▸ RECORD SET
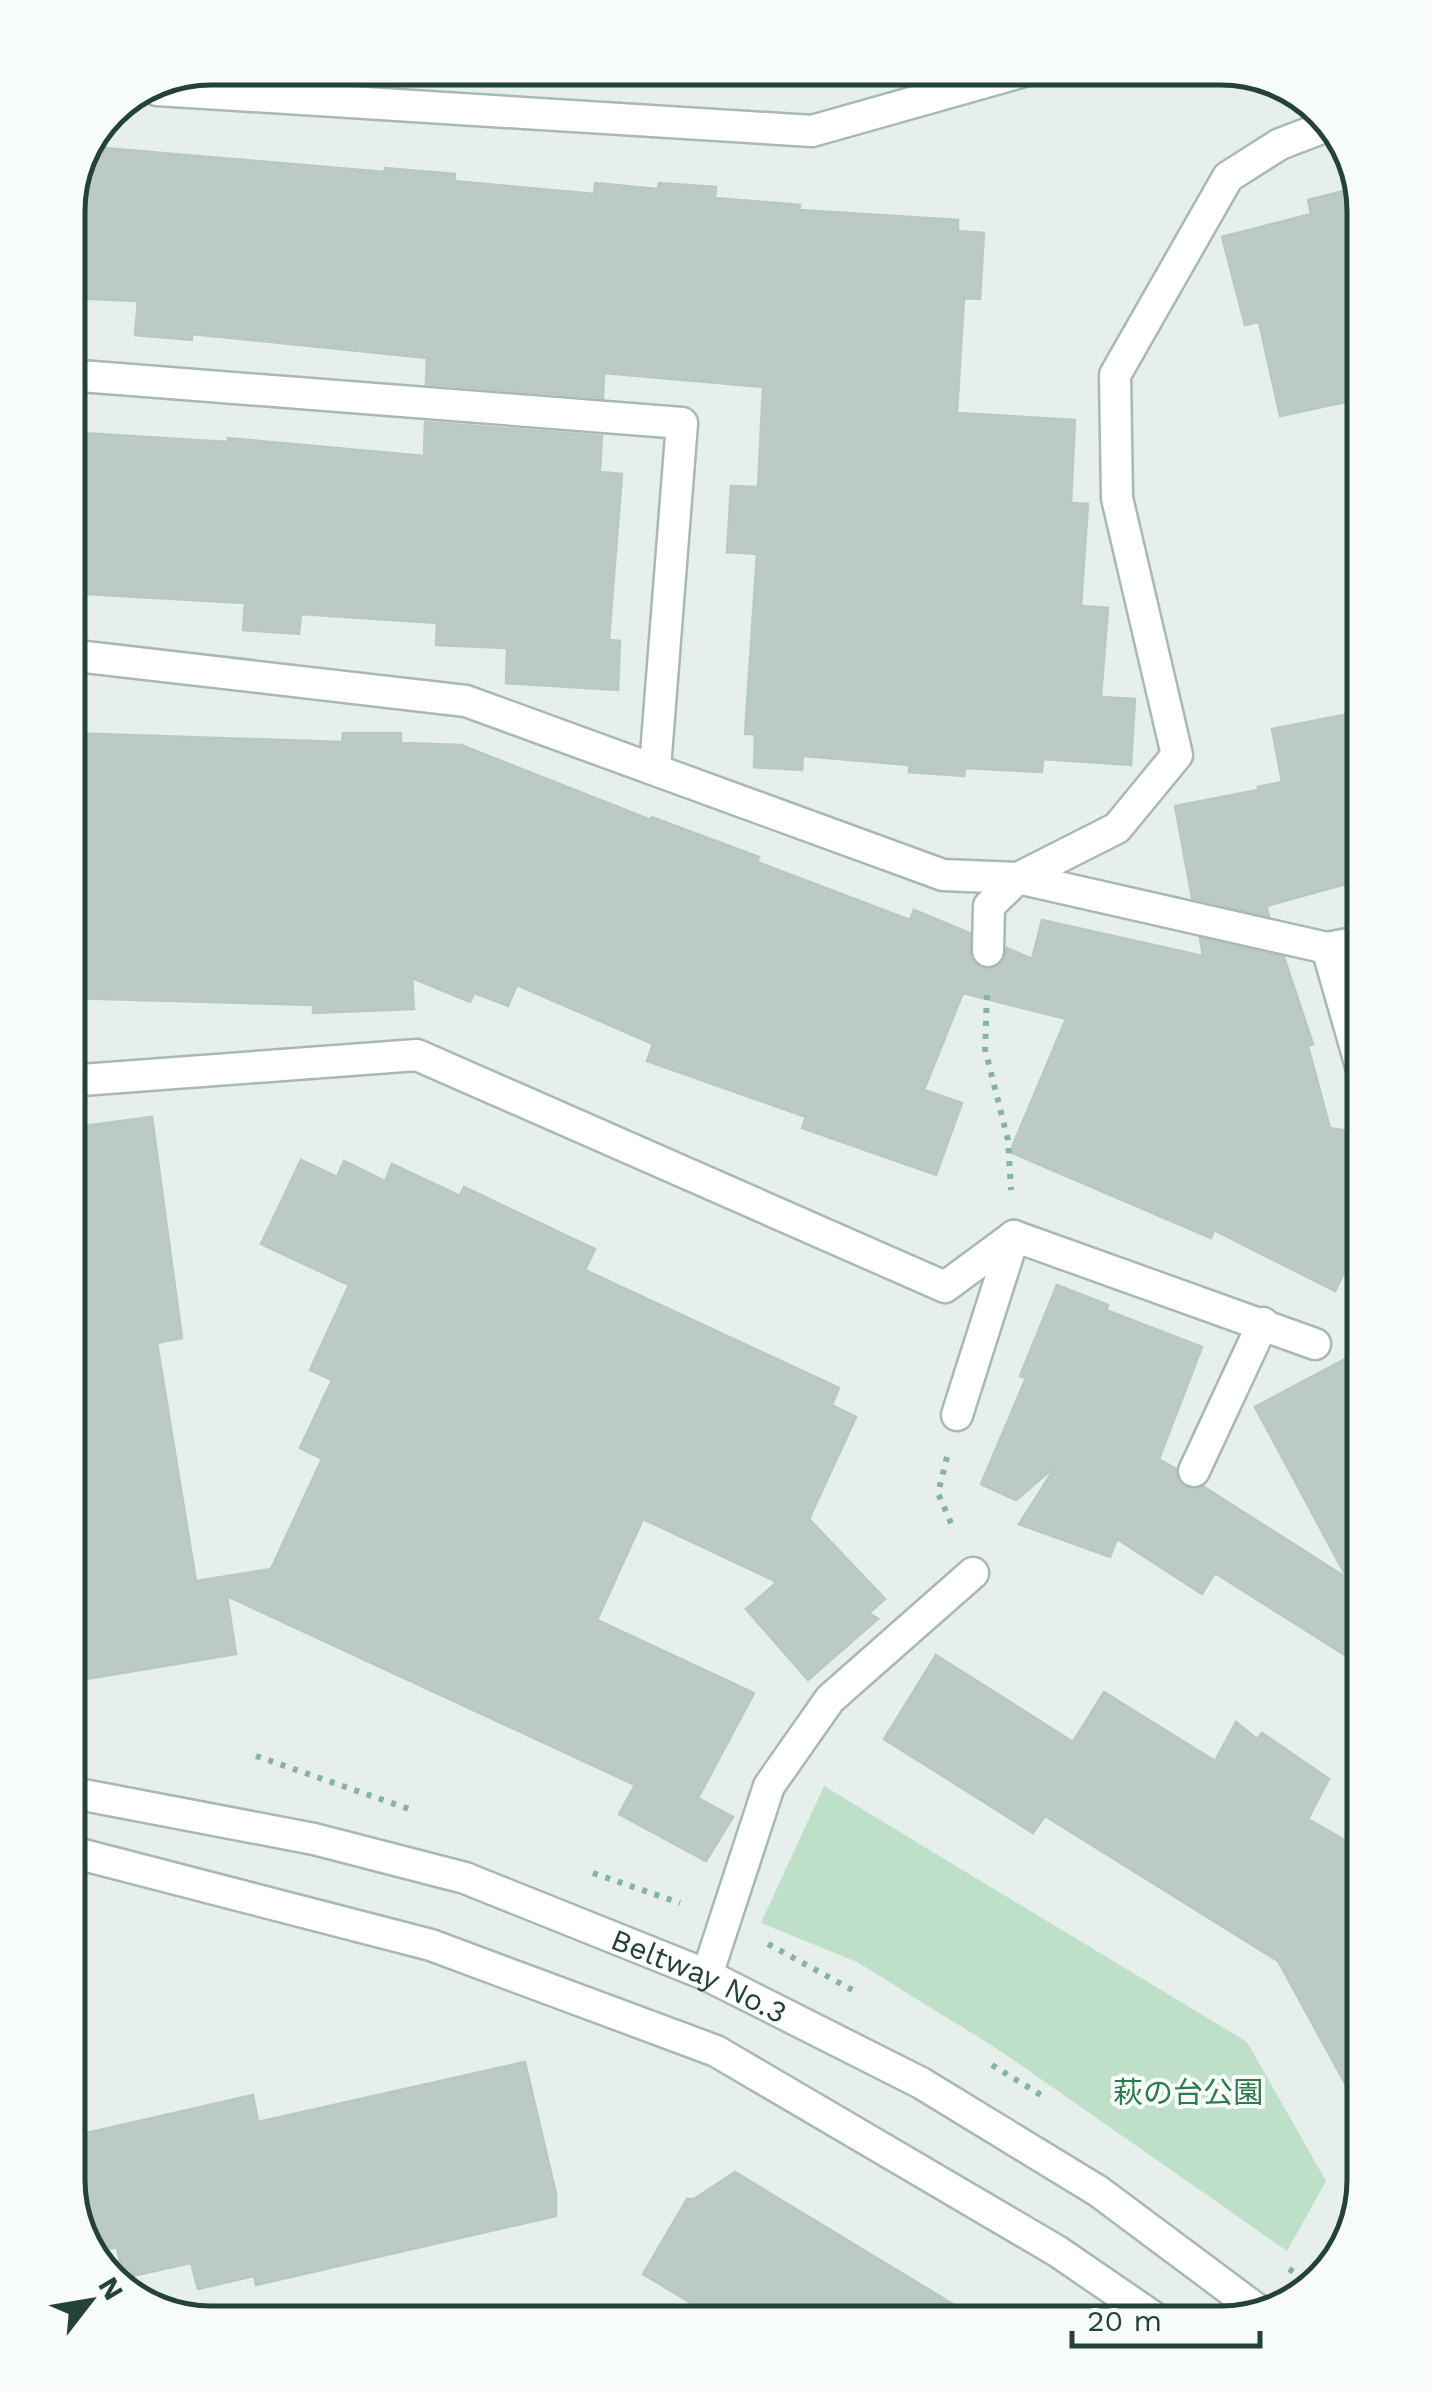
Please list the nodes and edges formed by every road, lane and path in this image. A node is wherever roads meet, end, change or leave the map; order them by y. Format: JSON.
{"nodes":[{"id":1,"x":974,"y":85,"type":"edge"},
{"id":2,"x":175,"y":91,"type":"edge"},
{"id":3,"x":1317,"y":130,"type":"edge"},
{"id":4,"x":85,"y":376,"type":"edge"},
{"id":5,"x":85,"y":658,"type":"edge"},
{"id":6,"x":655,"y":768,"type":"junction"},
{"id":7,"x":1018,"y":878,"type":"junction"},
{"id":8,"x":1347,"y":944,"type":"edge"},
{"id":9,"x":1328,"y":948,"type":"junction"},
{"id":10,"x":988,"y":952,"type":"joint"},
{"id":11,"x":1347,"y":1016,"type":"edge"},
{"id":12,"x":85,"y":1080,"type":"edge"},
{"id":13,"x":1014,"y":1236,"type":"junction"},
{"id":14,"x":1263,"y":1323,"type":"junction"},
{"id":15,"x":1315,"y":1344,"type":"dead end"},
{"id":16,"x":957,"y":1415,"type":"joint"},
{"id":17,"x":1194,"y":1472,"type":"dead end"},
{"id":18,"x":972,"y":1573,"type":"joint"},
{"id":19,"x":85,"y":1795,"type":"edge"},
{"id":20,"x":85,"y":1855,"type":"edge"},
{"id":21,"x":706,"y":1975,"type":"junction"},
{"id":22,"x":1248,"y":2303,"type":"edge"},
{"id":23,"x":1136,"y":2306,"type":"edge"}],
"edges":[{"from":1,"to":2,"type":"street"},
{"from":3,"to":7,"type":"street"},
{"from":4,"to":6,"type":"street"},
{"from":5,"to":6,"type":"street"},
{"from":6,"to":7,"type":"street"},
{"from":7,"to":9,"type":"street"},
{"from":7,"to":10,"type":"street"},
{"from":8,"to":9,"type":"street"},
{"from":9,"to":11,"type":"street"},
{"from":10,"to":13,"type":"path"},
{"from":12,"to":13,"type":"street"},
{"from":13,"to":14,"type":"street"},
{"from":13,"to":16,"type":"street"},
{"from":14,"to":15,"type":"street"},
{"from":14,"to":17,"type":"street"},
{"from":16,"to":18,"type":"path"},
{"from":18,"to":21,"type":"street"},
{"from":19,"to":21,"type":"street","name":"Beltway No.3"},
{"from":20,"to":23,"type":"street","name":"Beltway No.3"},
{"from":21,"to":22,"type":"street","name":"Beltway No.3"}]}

▸ WORK TO BE COMPLETED
Every line of the entries above that holds "dead" should be copied out.

▸ ANSWER AREA
{"id":15,"x":1315,"y":1344,"type":"dead end"},
{"id":17,"x":1194,"y":1472,"type":"dead end"},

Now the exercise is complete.